_Data in this exercise_.
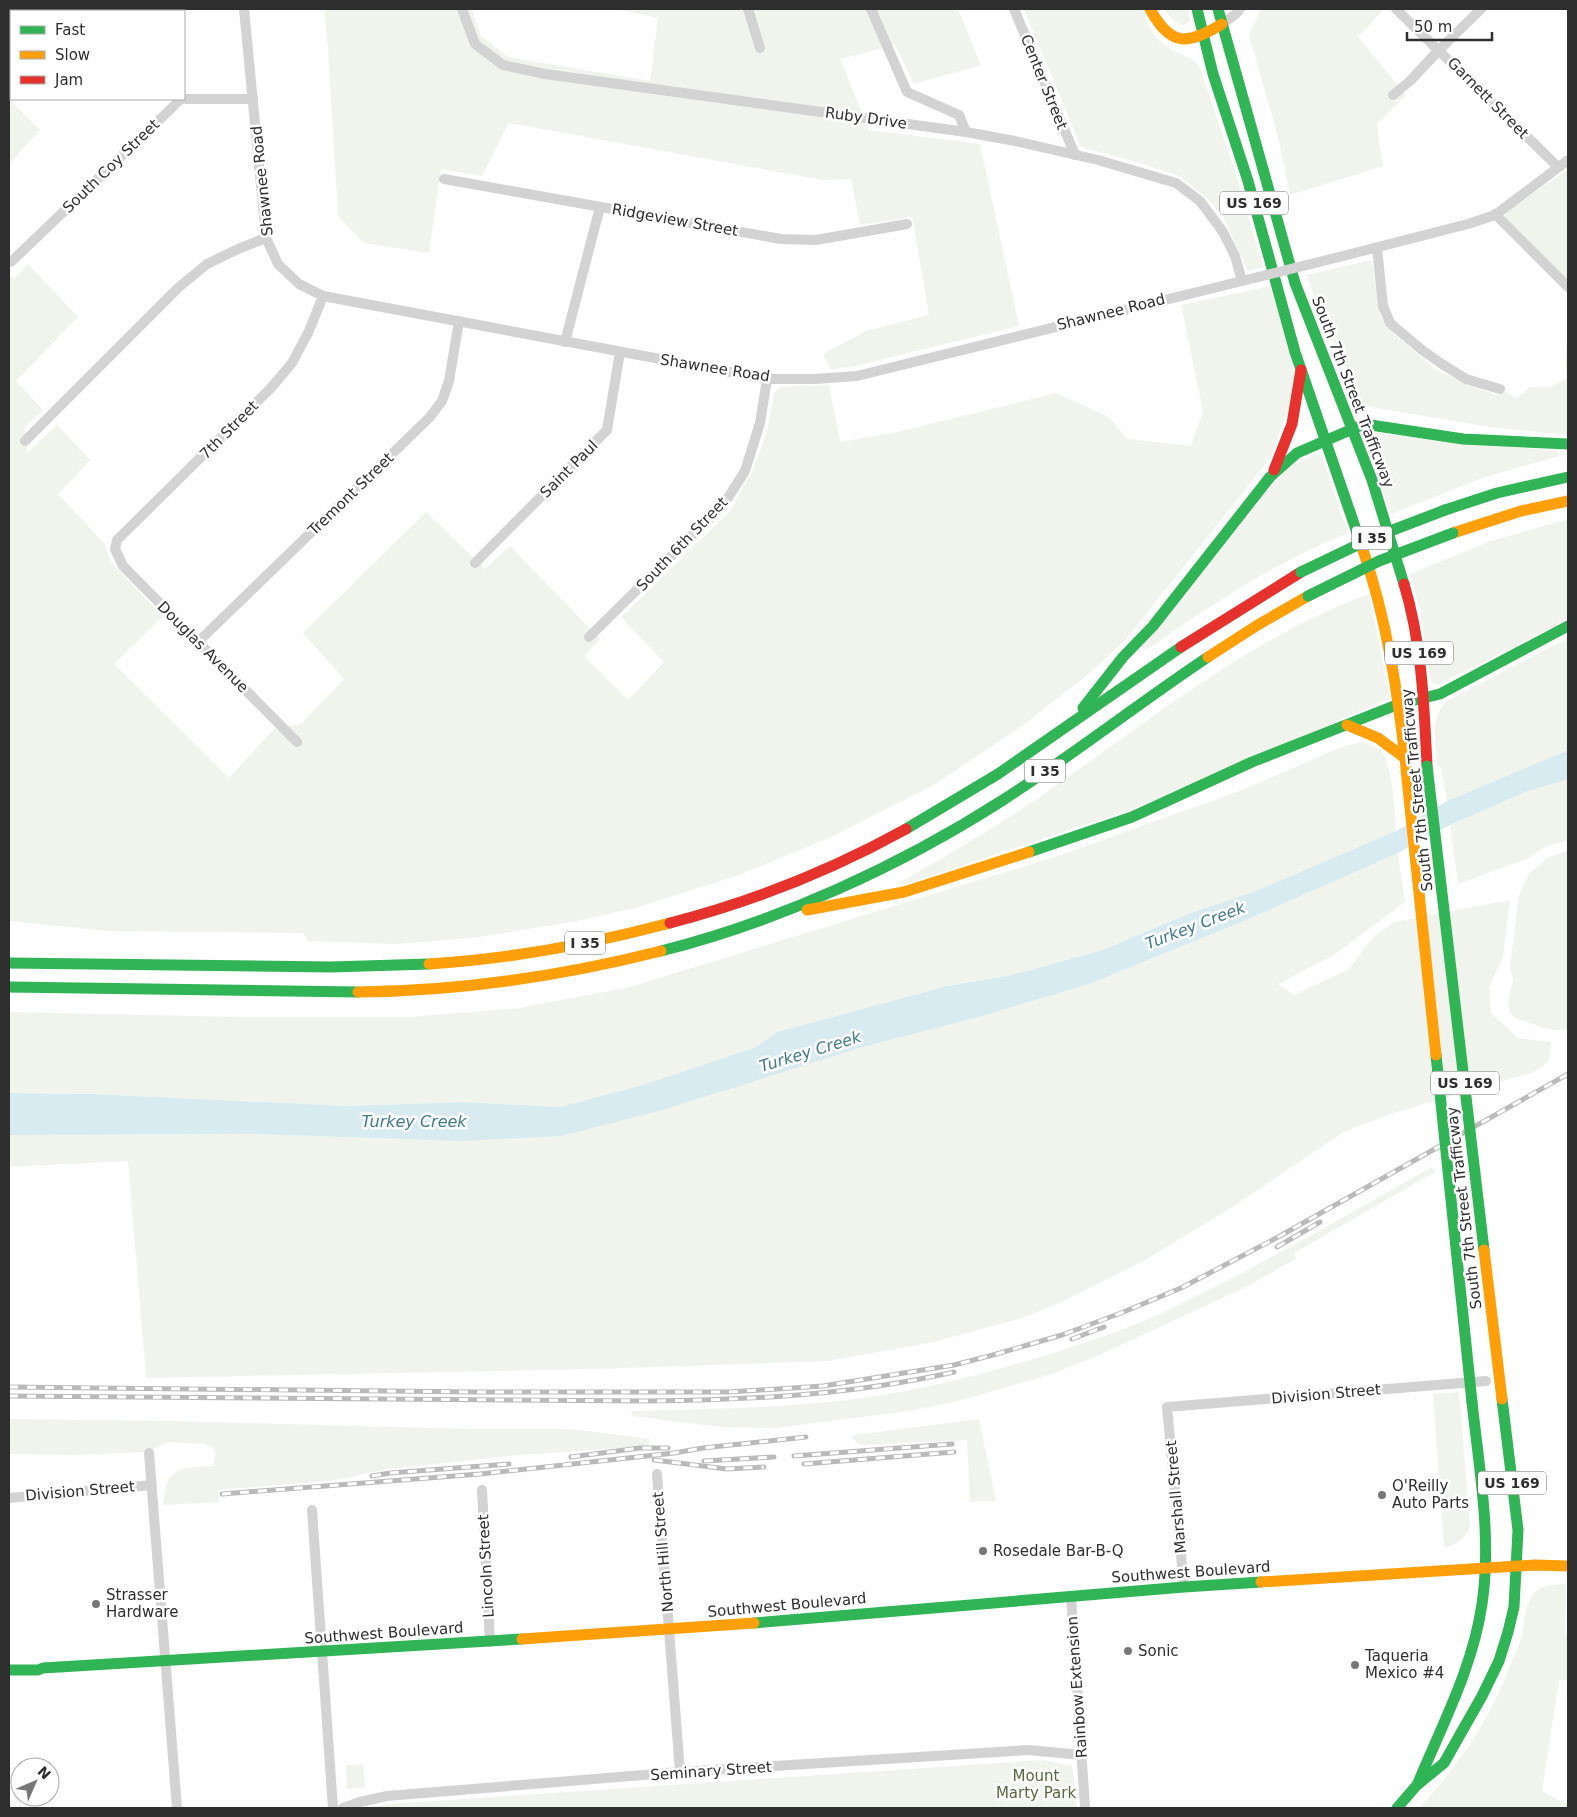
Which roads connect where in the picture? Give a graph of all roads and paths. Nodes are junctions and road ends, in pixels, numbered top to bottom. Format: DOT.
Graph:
graph roads {
  1 [pos="244,9"];
  2 [pos="462,9"];
  3 [pos="748,9"];
  4 [pos="871,9"];
  5 [pos="1014,9"];
  6 [pos="1150,9"];
  7 [pos="1197,9"];
  8 [pos="1218,9"];
  9 [pos="1240,9"];
  10 [pos="1396,9"];
  11 [pos="1482,9"];
  12 [pos="1222,24"];
  13 [pos="1204,36"];
  14 [pos="760,48"];
  15 [pos="1439,50"];
  16 [pos="1393,95"];
  17 [pos="185,99"];
  18 [pos="253,99"];
  19 [pos="180,100"];
  20 [pos="966,132"];
  21 [pos="1074,155"];
  22 [pos="1568,160"];
  23 [pos="1558,167"];
  24 [pos="444,179"];
  25 [pos="600,207"];
  26 [pos="1495,214"];
  27 [pos="908,224"];
  28 [pos="266,238"];
  29 [pos="1377,248"];
  30 [pos="11,262"];
  31 [pos="1242,281"];
  32 [pos="1568,287"];
  33 [pos="323,296"];
  34 [pos="459,321"];
  35 [pos="566,342"];
  36 [pos="620,352"];
  37 [pos="1302,370"];
  38 [pos="767,379"];
  39 [pos="1500,389"];
  40 [pos="1353,429"];
  41 [pos="25,441"];
  42 [pos="1326,442"];
  43 [pos="1568,444"];
  44 [pos="1270,477"];
  45 [pos="1568,477"];
  46 [pos="1568,501"];
  47 [pos="115,549"];
  48 [pos="475,563"];
  49 [pos="1568,626"];
  50 [pos="588,637"];
  51 [pos="198,642"];
  52 [pos="1424,698"];
  53 [pos="1399,704"];
  54 [pos="1071,723"];
  55 [pos="1347,725"];
  56 [pos="297,742"];
  57 [pos="1406,763"];
  58 [pos="767,917"];
  59 [pos="9,956"];
  60 [pos="9,963"];
  61 [pos="49,963"];
  62 [pos="9,987"];
  63 [pos="1486,1381"];
  64 [pos="1167,1407"];
  65 [pos="150,1453"];
  66 [pos="657,1474"];
  67 [pos="152,1485"];
  68 [pos="482,1490"];
  69 [pos="9,1498"];
  70 [pos="312,1510"];
  71 [pos="1516,1566"];
  72 [pos="1568,1566"];
  73 [pos="1484,1569"];
  74 [pos="1184,1587"];
  75 [pos="1071,1596"];
  76 [pos="670,1630"];
  77 [pos="490,1642"];
  78 [pos="322,1652"];
  79 [pos="166,1661"];
  80 [pos="9,1670"];
  81 [pos="1081,1755"];
  82 [pos="680,1772"];
  83 [pos="1417,1785"];
  84 [pos="177,1808"];
  85 [pos="332,1808"];
  86 [pos="343,1808"];
  87 [pos="1085,1808"];
  88 [pos="1397,1808"];
  1 -- 18 [label="street, Shawnee Road"];
  2 -- 20 [label="street, Ruby Drive"];
  3 -- 14 [label="street"];
  4 -- 20 [label="street"];
  5 -- 21 [label="street, Center Street"];
  6 -- 13 [label="main road"];
  7 -- 13 [label="main road, South 7th Street Trafficway / US 169"];
  8 -- 12 [label="main road, South 7th Street Trafficway / US 169"];
  9 -- 12 [label="street"];
  10 -- 15 [label="street, Garnett Street"];
  11 -- 15 [label="street"];
  12 -- 13 [label="main road"];
  12 -- 40 [label="main road, South 7th Street Trafficway / US 169"];
  13 -- 37 [label="main road, South 7th Street Trafficway / US 169"];
  15 -- 16 [label="street"];
  15 -- 23 [label="street, Garnett Street"];
  17 -- 18 [label="street, South Coy Street"];
  18 -- 28 [label="street, Shawnee Road"];
  19 -- 30 [label="street, South Coy Street"];
  20 -- 21 [label="street, Ruby Drive"];
  21 -- 31 [label="street, Ruby Drive"];
  22 -- 23 [label="street, Shawnee Road"];
  23 -- 26 [label="street, Shawnee Road"];
  24 -- 25 [label="street, Ridgeview Street"];
  25 -- 27 [label="street, Ridgeview Street"];
  25 -- 35 [label="street"];
  26 -- 29 [label="street, Shawnee Road"];
  26 -- 32 [label="street"];
  28 -- 33 [label="street, Shawnee Road"];
  28 -- 41 [label="street"];
  29 -- 31 [label="street, Shawnee Road, bridge"];
  29 -- 39 [label="street"];
  31 -- 38 [label="street, Shawnee Road"];
  33 -- 34 [label="street, Shawnee Road"];
  33 -- 47 [label="street, 7th Street"];
  34 -- 35 [label="street, Shawnee Road"];
  34 -- 51 [label="street, Tremont Street"];
  35 -- 36 [label="street, Shawnee Road"];
  36 -- 38 [label="street, Shawnee Road"];
  36 -- 48 [label="street, Saint Paul"];
  37 -- 42 [label="main road, South 7th Street Trafficway / US 169"];
  37 -- 44 [label="main road"];
  38 -- 50 [label="street, South 6th Street"];
  40 -- 42 [label="main road"];
  40 -- 43 [label="main road"];
  40 -- 52 [label="main road, South 7th Street Trafficway / US 169"];
  42 -- 44 [label="main road"];
  42 -- 53 [label="main road, South 7th Street Trafficway / US 169"];
  44 -- 54 [label="main road"];
  45 -- 54 [label="main road, I 35, bridge"];
  46 -- 58 [label="main road, I 35, bridge"];
  47 -- 51 [label="street, Douglas Avenue"];
  49 -- 52 [label="main road"];
  51 -- 56 [label="street, Douglas Avenue"];
  52 -- 53 [label="main road"];
  52 -- 71 [label="main road, South 7th Street Trafficway / US 169, bridge"];
  53 -- 55 [label="main road"];
  53 -- 57 [label="main road, South 7th Street Trafficway / US 169"];
  54 -- 61 [label="main road, I 35"];
  55 -- 57 [label="main road"];
  55 -- 58 [label="main road"];
  57 -- 73 [label="main road, South 7th Street Trafficway / US 169, bridge"];
  58 -- 62 [label="main road, I 35"];
  59 -- 61 [label="main road"];
  60 -- 61 [label="main road, I 35"];
  63 -- 64 [label="street, Division Street"];
  64 -- 74 [label="street, Marshall Street"];
  65 -- 67 [label="street"];
  66 -- 76 [label="street, North Hill Street"];
  67 -- 69 [label="street, Division Street"];
  67 -- 79 [label="street"];
  68 -- 77 [label="street, Lincoln Street"];
  70 -- 78 [label="street"];
  71 -- 72 [label="main road, Southwest Boulevard"];
  71 -- 73 [label="main road, Southwest Boulevard"];
  71 -- 83 [label="main road, US 169"];
  73 -- 74 [label="main road, Southwest Boulevard"];
  73 -- 83 [label="main road, US 169"];
  74 -- 75 [label="main road, Southwest Boulevard"];
  75 -- 76 [label="main road, Southwest Boulevard"];
  75 -- 81 [label="street, Rainbow Extension"];
  76 -- 77 [label="main road, Southwest Boulevard"];
  76 -- 82 [label="street, North Hill Street"];
  77 -- 78 [label="main road, Southwest Boulevard"];
  78 -- 79 [label="main road, Southwest Boulevard"];
  78 -- 85 [label="street"];
  79 -- 80 [label="main road, Southwest Boulevard"];
  79 -- 84 [label="street"];
  81 -- 82 [label="street, Seminary Street"];
  81 -- 87 [label="street, Rainbow Extension"];
  82 -- 86 [label="street, Seminary Street"];
  83 -- 88 [label="main road, US 169"];
}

_Problem requirements_. Throughout the records above, find the lines in which the word "Avenue" appears and return them.

_Answer area_.
  47 -- 51 [label="street, Douglas Avenue"];
  51 -- 56 [label="street, Douglas Avenue"];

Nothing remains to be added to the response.